As an art student I owned my own dark room and studied the basics of photography. You needed to do that to produce a photo. Unless you understood the whole process (the relationship between ISO, aperture, shutter speed and depth and sharpness) you couldn’t do much with a camera. Now photographers just shoot in RAW format and handle the rest with the brightness and contrast controls in Photoshop. It annoys me.
It shouldn’t annoy me because in the end the only thing that matters is what you do with the tools you have. I can know everything about photography and be a shitty photographer. You could know nothing about photography and use your snapshot camera and create award winning photos. It isn’t about the tools but about the work you produce.
There are two types of artists; The first type are those who defy conventions, come in with an open mind and create new and revolutionary works.
The second type is the expert professional. He or she knows their history, is able to stand on the shoulders of giants and advances the medium to a new level.
That is the theory. In practice however most breakthrough artists, and entrepreneurs, know which conventions exist so they can defy them. They know which giants came before them so they can kick them in the heels. They are aware of their history and have the ability to ignore it and take the next step.
As an entrepreneur you need to find the balance between knowing too little and knowing too much.

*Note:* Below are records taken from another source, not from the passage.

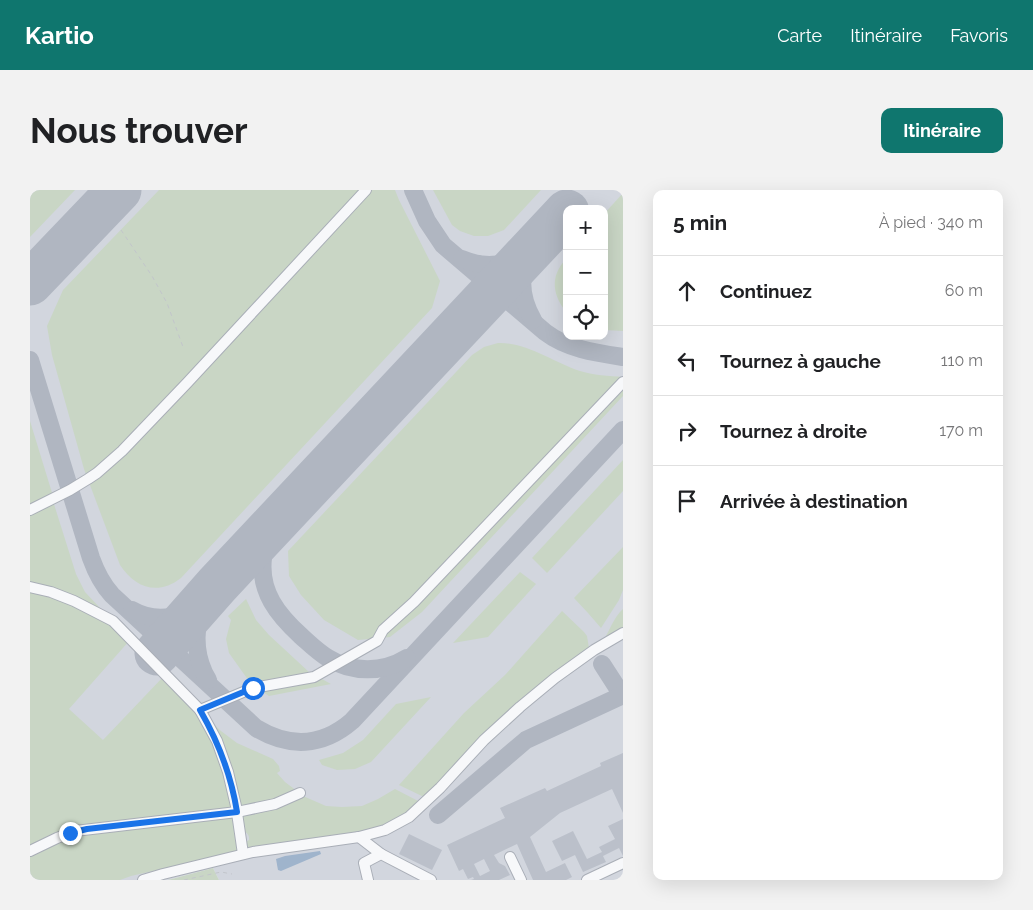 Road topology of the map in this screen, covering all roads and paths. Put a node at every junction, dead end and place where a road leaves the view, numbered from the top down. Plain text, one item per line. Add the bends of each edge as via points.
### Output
1 (366, 190) edge
2 (121, 230) dead end
3 (183, 347) dead end
4 (623, 382) edge
5 (30, 510) edge
6 (30, 587) edge
7 (623, 633) edge
8 (200, 710) junction
9 (300, 793) dead end
10 (237, 812) junction
11 (359, 837) junction
12 (30, 851) edge
13 (244, 854) junction
14 (381, 854) junction
15 (510, 857) dead end
16 (623, 863) edge
17 (232, 874) dead end
18 (143, 880) edge
19 (184, 880) edge
20 (368, 880) edge
21 (431, 880) edge
22 (521, 880) edge
23 (587, 880) edge

1 - 5 lane via 122,451 88,479
2 - 3 path via 156,282
4 - 8 lane via 414,602 382,630 377,640 314,677 253,688
6 - 8 lane via 74,601 113,621
7 - 11 lane via 562,672 520,708 409,817 385,830
8 - 10 lane via 217,741
9 - 10 lane via 275,804
10 - 12 lane via 75,831
10 - 13 lane
11 - 13 lane
11 - 14 lane
13 - 18 lane
14 - 20 lane via 364,863
14 - 21 lane
15 - 22 lane
16 - 23 lane
17 - 19 path via 220,872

You want to know what your competitor is up to, but you don’t want to be intimidated by that knowledge. You want to know whether people have tried to do the same thing before you, and to learn from their mistakes. But you also don’t want to be that person who always says, “Someone already tried that and it didn’t work, so forget about it.” Or, as I’ve said before: Experience, and knowledge, is great but never let it stand in the way of progress.
Where are you on the spectrum between “Knowledge is power” and “Ignorance is bliss”?